-- Opening Marker --

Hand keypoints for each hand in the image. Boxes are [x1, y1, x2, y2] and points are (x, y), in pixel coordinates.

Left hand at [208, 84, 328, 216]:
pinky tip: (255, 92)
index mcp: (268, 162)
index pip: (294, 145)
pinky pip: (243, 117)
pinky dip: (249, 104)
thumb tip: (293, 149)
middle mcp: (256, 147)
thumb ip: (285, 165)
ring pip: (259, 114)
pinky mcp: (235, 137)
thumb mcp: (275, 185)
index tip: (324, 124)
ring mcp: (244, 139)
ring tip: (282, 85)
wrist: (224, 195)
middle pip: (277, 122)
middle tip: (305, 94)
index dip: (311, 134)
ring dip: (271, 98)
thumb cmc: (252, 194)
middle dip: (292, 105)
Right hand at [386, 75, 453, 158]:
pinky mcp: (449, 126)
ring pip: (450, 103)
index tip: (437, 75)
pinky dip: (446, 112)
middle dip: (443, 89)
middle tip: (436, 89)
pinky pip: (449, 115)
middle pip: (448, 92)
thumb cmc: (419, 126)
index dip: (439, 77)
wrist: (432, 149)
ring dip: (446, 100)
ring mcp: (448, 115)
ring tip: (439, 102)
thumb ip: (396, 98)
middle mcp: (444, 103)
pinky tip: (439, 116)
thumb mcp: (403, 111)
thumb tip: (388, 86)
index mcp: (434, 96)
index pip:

-- Closing Marker --
-- Opening Marker --

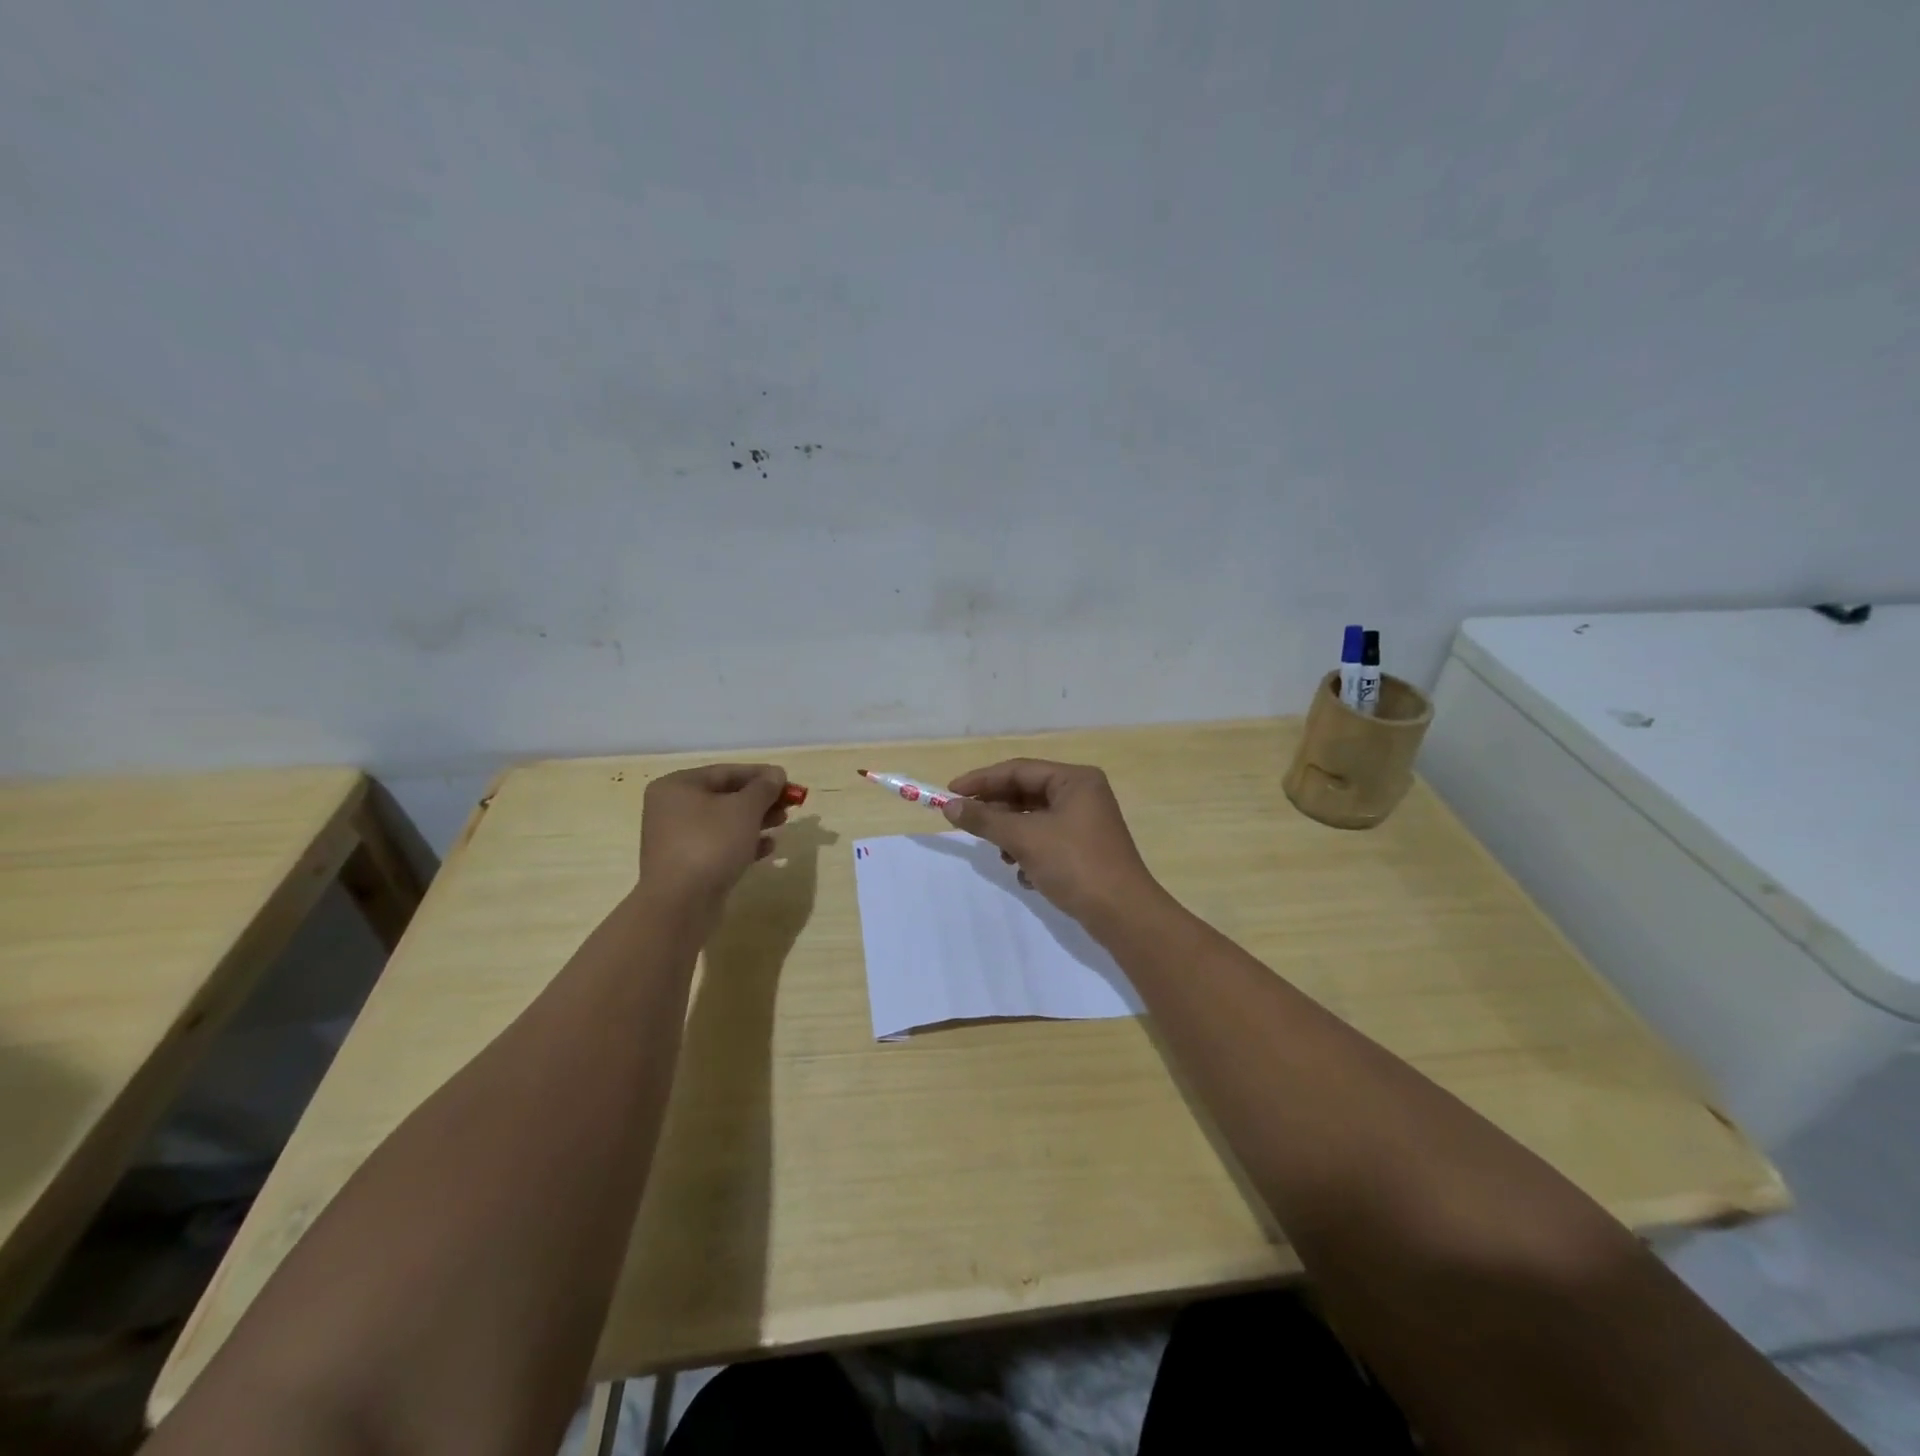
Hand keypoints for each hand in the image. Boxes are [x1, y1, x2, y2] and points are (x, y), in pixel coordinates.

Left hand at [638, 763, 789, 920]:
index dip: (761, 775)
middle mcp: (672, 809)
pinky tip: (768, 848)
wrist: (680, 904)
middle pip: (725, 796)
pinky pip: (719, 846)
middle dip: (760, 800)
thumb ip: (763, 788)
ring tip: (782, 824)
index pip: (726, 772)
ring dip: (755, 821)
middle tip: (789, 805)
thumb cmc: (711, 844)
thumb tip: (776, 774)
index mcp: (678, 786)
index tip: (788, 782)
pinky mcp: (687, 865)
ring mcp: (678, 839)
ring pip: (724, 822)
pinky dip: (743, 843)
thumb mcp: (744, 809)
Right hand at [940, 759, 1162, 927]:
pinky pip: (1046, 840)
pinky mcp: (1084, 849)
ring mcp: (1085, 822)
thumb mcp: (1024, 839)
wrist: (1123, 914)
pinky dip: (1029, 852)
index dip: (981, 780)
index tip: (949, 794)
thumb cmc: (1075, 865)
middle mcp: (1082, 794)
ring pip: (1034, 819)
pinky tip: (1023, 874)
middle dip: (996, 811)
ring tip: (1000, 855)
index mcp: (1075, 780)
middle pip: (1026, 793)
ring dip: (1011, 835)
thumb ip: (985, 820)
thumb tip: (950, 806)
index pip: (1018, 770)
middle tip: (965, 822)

-- Closing Marker --

**WHAT IS BEING ASKED**:
Both the line containing "middle mcp: (672, 809)" and the line containing "index tip: (788, 782)" belong in the answer. Print them and every line above that falls between them exactly, and no others.

**EXPECTED ANSWER**:
middle mcp: (672, 809)
pinky tip: (768, 848)
wrist: (680, 904)
middle pip: (725, 796)
pinky pip: (719, 846)
middle dip: (760, 800)
thumb ip: (763, 788)
ring tip: (782, 824)
index pip: (726, 772)
ring dip: (755, 821)
middle tip: (789, 805)
thumb cmc: (711, 844)
thumb tip: (776, 774)
index mcp: (678, 786)
index tip: (788, 782)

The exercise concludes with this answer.